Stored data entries
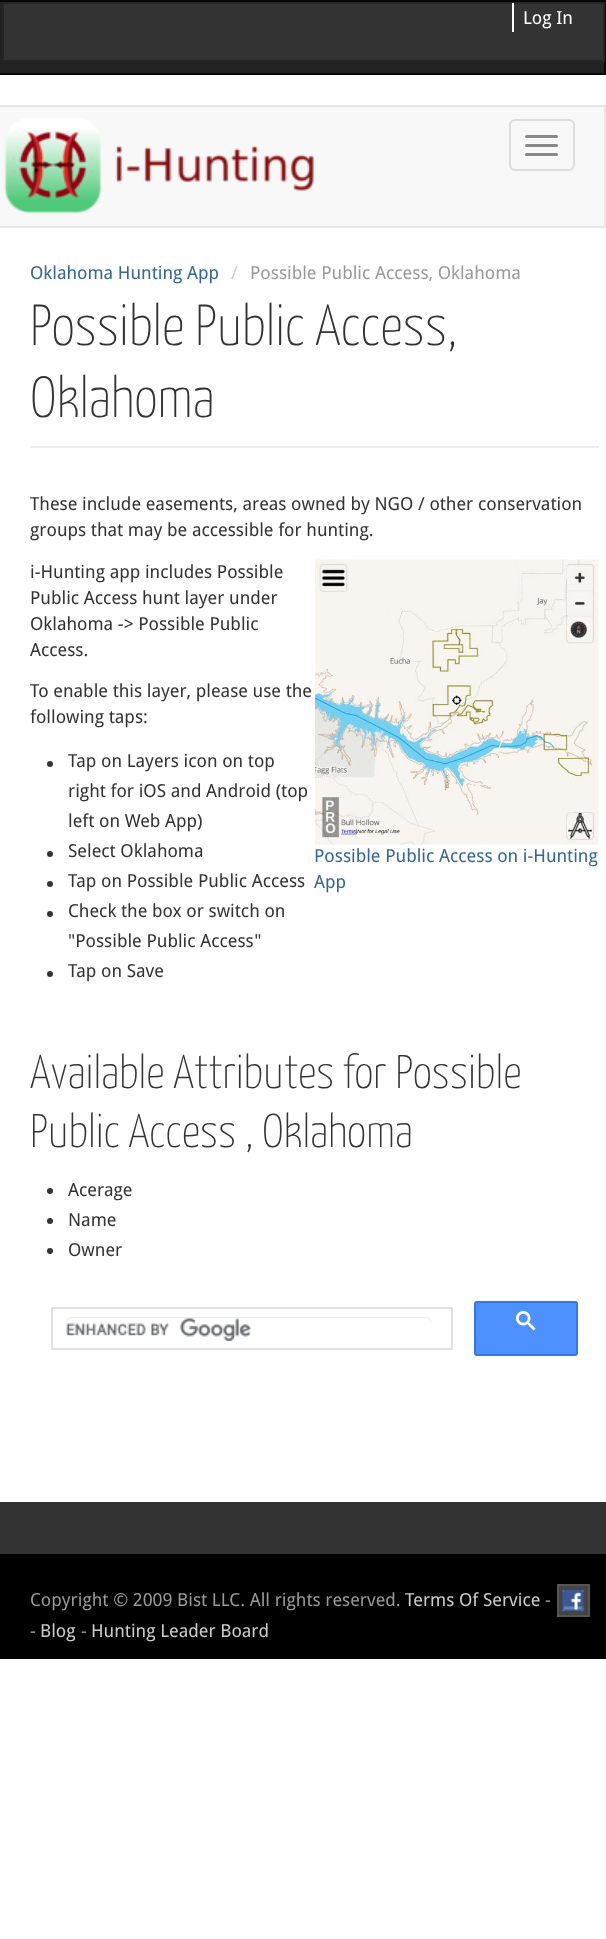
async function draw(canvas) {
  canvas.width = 606;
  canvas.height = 1939;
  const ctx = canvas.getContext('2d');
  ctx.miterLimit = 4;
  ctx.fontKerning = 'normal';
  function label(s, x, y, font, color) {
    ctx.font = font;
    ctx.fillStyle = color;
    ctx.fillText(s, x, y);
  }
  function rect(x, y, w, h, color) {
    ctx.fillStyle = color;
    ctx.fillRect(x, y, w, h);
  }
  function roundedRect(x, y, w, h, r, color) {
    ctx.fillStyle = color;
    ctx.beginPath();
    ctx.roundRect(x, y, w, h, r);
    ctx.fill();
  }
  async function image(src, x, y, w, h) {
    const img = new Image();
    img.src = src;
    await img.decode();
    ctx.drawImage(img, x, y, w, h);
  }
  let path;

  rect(0, 0, 606, 1939, '#fff');
  ctx.fillStyle = '#222';
  ctx.beginPath();
  ctx.rect(-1, 1, 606, 73);
  ctx.fill();
  ctx.strokeStyle = '#080808';
  ctx.lineWidth = 2;
  ctx.stroke();
  ctx.fillStyle = '#333';
  ctx.beginPath();
  ctx.rect(3, 3, 601, 58);
  ctx.fill();
  ctx.strokeStyle = '#252525';
  ctx.stroke();
  rect(512, 3, 2, 29, '#fff');
  label('Log In', 523, 24, '18px Droid Sans', '#fff');
  ctx.fillStyle = '#f8f8f8';
  ctx.beginPath();
  ctx.rect(-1, 106, 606, 121);
  ctx.fill();
  ctx.strokeStyle = '#e7e7e7';
  ctx.stroke();
  await image('assets/img1.png', 4, 118, 310, 96);
  ctx.beginPath();
  ctx.roundRect(510, 120, 64, 50, 5);
  ctx.strokeStyle = '#ddd';
  ctx.stroke();
  roundedRect(525, 135, 33, 3, 1.5, '#888');
  roundedRect(525, 144, 33, 3, 1.5, '#888');
  roundedRect(525, 153, 33, 3, 1.5, '#888');
  label('Oklahoma Hunting App', 30, 279, '18px Droid Sans', '#369');
  label('/', 231, 279, '18px Droid Sans', '#ccc');
  label('Possible Public Access, Oklahoma', 250, 279, '18px Droid Sans', '#999');
  rect(30, 446, 569, 2, '#eee');
  label('Possible Public Access,', 30, 345, '100 57.75px Yanone Kaffeesatz', '#333');
  label('Oklahoma', 30, 417, '100 57.75px Yanone Kaffeesatz', '#333');
  label('These include easements, areas owned by NGO / other conservation', 30, 510, '18px Droid Sans', '#333');
  label('groups that may be accessible for hunting.', 30, 536, '18px Droid Sans', '#333');
  label('i-Hunting app includes Possible', 30, 578, '18px Droid Sans', '#333');
  label('Public Access hunt layer under', 30, 604, '18px Droid Sans', '#333');
  label('Oklahoma -> Possible Public', 30, 630, '18px Droid Sans', '#333');
  label('Access.', 30, 656, '18px Droid Sans', '#333');
  label('To enable this layer, please use the', 30, 697, '18px Droid Sans', '#333');
  label('following taps:', 30, 723, '18px Droid Sans', '#333');
  ctx.beginPath();
  ctx.arc(50, 764, 3, 0, 2 * Math.PI);
  ctx.fill();
  label('Tap on Layers icon on top', 68, 767, '18px Droid Sans', '#333');
  label('right for iOS and Android (top', 68, 797, '18px Droid Sans', '#333');
  label('left on Web App)', 68, 827, '18px Droid Sans', '#333');
  ctx.beginPath();
  ctx.arc(50, 854, 3, 0, 2 * Math.PI);
  ctx.fill();
  label('Select Oklahoma', 68, 857, '18px Droid Sans', '#333');
  ctx.beginPath();
  ctx.arc(50, 884, 3, 0, 2 * Math.PI);
  ctx.fill();
  label('Tap on Possible Public Access', 68, 887, '18px Droid Sans', '#333');
  ctx.beginPath();
  ctx.arc(50, 914, 3, 0, 2 * Math.PI);
  ctx.fill();
  label('Check the box or switch on', 68, 917, '18px Droid Sans', '#333');
  label('"Possible Public Access"', 68, 947, '18px Droid Sans', '#333');
  ctx.beginPath();
  ctx.arc(50, 974, 3, 0, 2 * Math.PI);
  ctx.fill();
  label('Tap on Save', 68, 977, '18px Droid Sans', '#333');
  await image('assets/img2.png', 315, 559, 284, 286);
  label('Possible Public Access on i-Hunting', 314, 862, '18px Droid Sans', '#369');
  label('App', 314, 888, '18px Droid Sans', '#369');
  label('Available Attributes for Possible', 30, 1088, '100 47.25px Yanone Kaffeesatz', '#333');
  label('Public Access , Oklahoma', 30, 1147, '100 47.25px Yanone Kaffeesatz', '#333');
  ctx.beginPath();
  ctx.arc(50, 1191, 3, 0, 2 * Math.PI);
  ctx.fill();
  label('Acerage', 68, 1196, '18px Droid Sans', '#333');
  ctx.beginPath();
  ctx.arc(50, 1221, 3, 0, 2 * Math.PI);
  ctx.fill();
  label('Name', 68, 1226, '18px Droid Sans', '#333');
  ctx.beginPath();
  ctx.arc(50, 1251, 3, 0, 2 * Math.PI);
  ctx.fill();
  label('Owner', 68, 1256, '18px Droid Sans', '#333');
  ctx.strokeStyle = '#dfe1e5';
  ctx.strokeRect(52, 1308, 400, 41);
  await image('assets/img3.png', 66, 1318, 185, 23);
  ctx.fillStyle = '#ececec';
  path = new Path2D('M72 1318H426C429 1318 432 1321 432 1324C432 1320 430 1317 426 1317H72C68 1317 66 1320 66 1324C66 1321 69 1318 72 1318Z');
  ctx.fill(path);
  ctx.fillStyle = '#4d90fe';
  ctx.beginPath();
  ctx.roundRect(475, 1302, 102, 53, 2);
  ctx.fill();
  ctx.strokeStyle = '#3079ed';
  ctx.stroke();
  await image('assets/img4.png', 516, 1311, 20, 20);
  rect(0, 1502, 606, 52, '#333');
  rect(0, 1554, 606, 105, '#000');
  ctx.fillStyle = '#444';
  ctx.beginPath();
  ctx.rect(558, 1585, 31, 31);
  ctx.fill();
  ctx.strokeStyle = '#555';
  ctx.stroke();
  label('Copyright © 2009 Bist LLC. All rights reserved.', 30, 1606, '18px Droid Sans', '#999');
  label('Terms Of Service', 405, 1606, '18px Droid Sans', '#ccc');
  label('-', 545, 1606, '18px Droid Sans', '#999');
  await image('assets/img5.png', 562, 1590, 22, 21);
  label('-', 30, 1637, '18px Droid Sans', '#999');
  label('Blog', 40, 1637, '18px Droid Sans', '#ccc');
  label('-', 81, 1637, '18px Droid Sans', '#999');
  label('Hunting Leader Board', 91, 1637, '18px Droid Sans', '#ccc');
}

draw(document.querySelector('canvas'));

> [Task brief] Among the records, find the lines that contain "async" and copy each of them.

> [Response to the exercise]
async function draw(canvas) {
  async function image(src, x, y, w, h) {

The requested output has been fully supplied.